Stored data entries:
···
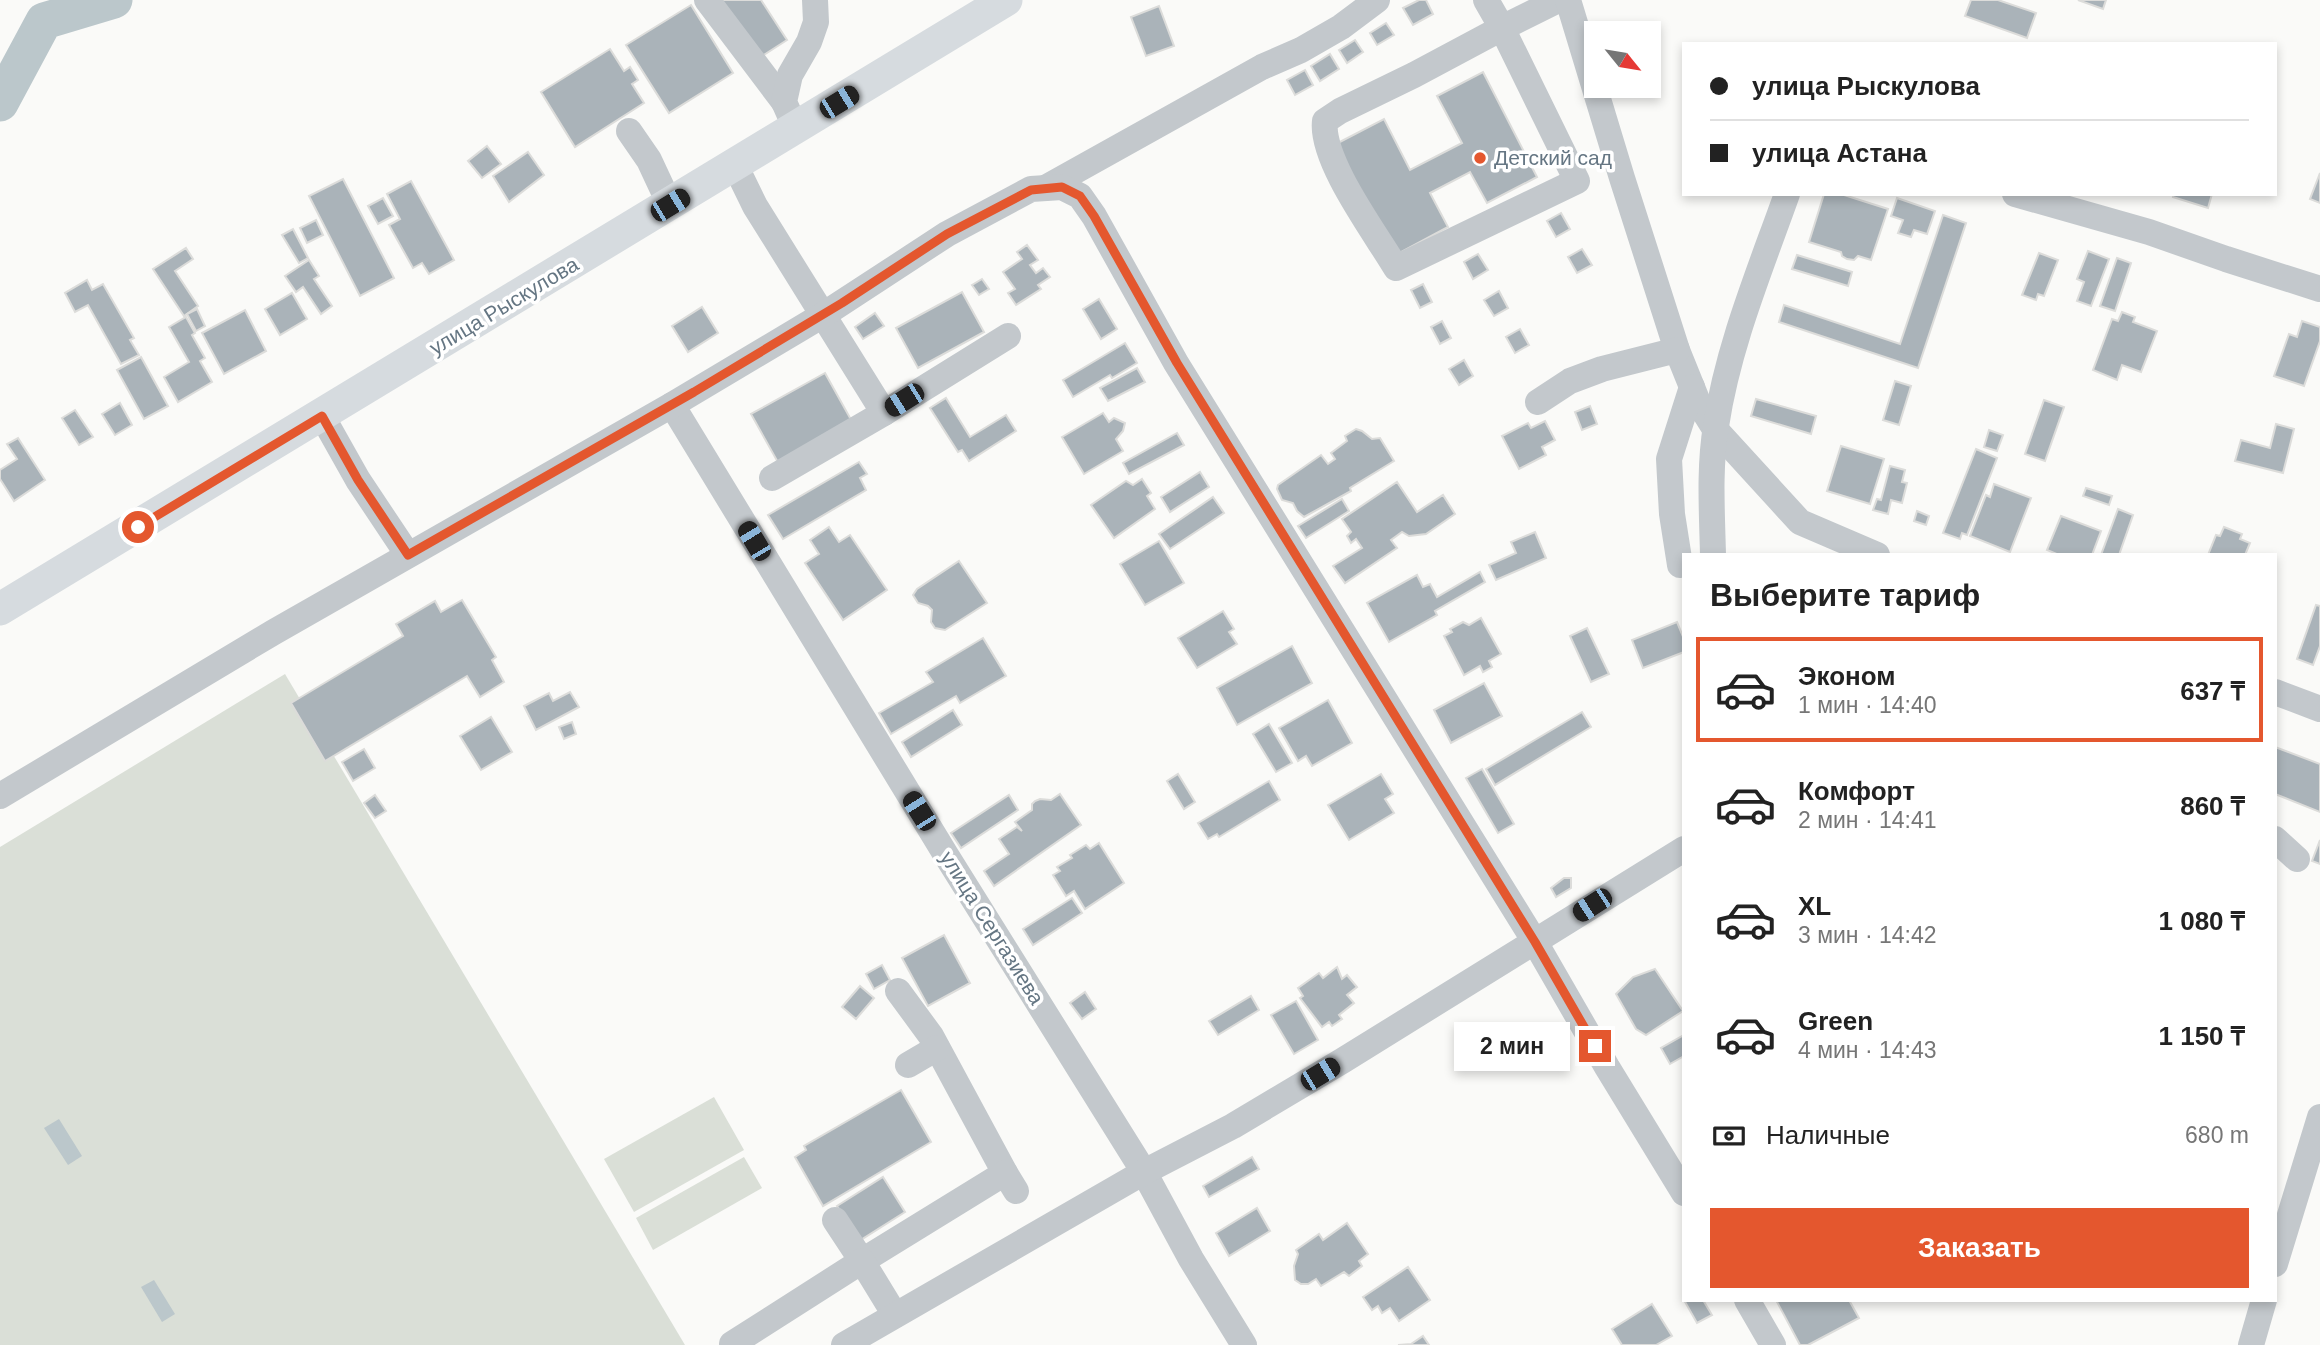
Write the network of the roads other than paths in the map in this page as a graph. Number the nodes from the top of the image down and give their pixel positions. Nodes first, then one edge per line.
1 (707, 0) edge
2 (1377, 0) edge
3 (1486, 0) edge
4 (1558, 0) edge
5 (1568, 0) edge
6 (818, 2) edge
7 (989, 4) edge
8 (1502, 28) junction
9 (790, 115) junction
10 (629, 131) dead end
11 (735, 165) junction
12 (1045, 188) junction
13 (1786, 196) edge
14 (2022, 196) edge
15 (670, 205) junction
16 (2320, 289) edge
17 (822, 315) junction
18 (1008, 336) dead end
19 (1677, 350) junction
20 (1692, 387) junction
21 (1538, 402) dead end
22 (672, 405) junction
23 (884, 413) junction
24 (322, 416) junction
25 (1715, 429) junction
26 (772, 478) dead end
27 (1713, 553) edge
28 (1872, 553) edge
29 (408, 555) junction
30 (1680, 565) dead end
31 (0, 609) edge
32 (2277, 693) edge
33 (2320, 709) edge
34 (0, 796) edge
35 (2277, 841) edge
36 (1682, 850) edge
37 (2297, 859) dead end
38 (1535, 942) junction
39 (898, 991) dead end
40 (937, 1048) junction
41 (908, 1065) dead end
42 (2320, 1117) edge
43 (1144, 1172) junction
44 (1682, 1191) edge
45 (835, 1220) dead end
46 (2277, 1257) edge
47 (862, 1261) junction
48 (1748, 1302) edge
49 (2263, 1302) edge
50 (895, 1315) junction
51 (2253, 1343) edge
52 (732, 1344) edge
53 (844, 1345) edge
54 (1244, 1345) edge
55 (1773, 1345) edge

1 - 9 street
2 - 12 street
3 - 8 street
4 - 8 street
5 - 19 street
6 - 9 street
7 - 9 main road, улица Рыскулова
8 - 8 street
9 - 11 main road, улица Рыскулова
10 - 15 street
11 - 15 main road, улица Рыскулова
11 - 17 street
12 - 17 street
12 - 38 street
13 - 25 street
14 - 16 street
15 - 24 main road, улица Рыскулова
17 - 22 street
17 - 23 street
18 - 23 street
19 - 20 street
19 - 21 street
20 - 25 street
20 - 30 street
22 - 29 street
22 - 43 street, улица Сергазиева
23 - 26 street
24 - 29 street
24 - 31 main road, улица Рыскулова
25 - 27 street
25 - 28 street
29 - 34 street
32 - 33 street
35 - 37 street
36 - 38 street
38 - 43 street
38 - 44 street
39 - 40 street
40 - 41 street
40 - 47 street
42 - 46 street
43 - 50 street
43 - 54 street, улица Сергазиева
45 - 47 street
47 - 50 street
47 - 52 street
48 - 55 street
49 - 51 street
50 - 53 street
···
Reproduce each line of the records in which "Рыскулова" appears.

Output below:
7 - 9 main road, улица Рыскулова
9 - 11 main road, улица Рыскулова
11 - 15 main road, улица Рыскулова
15 - 24 main road, улица Рыскулова
24 - 31 main road, улица Рыскулова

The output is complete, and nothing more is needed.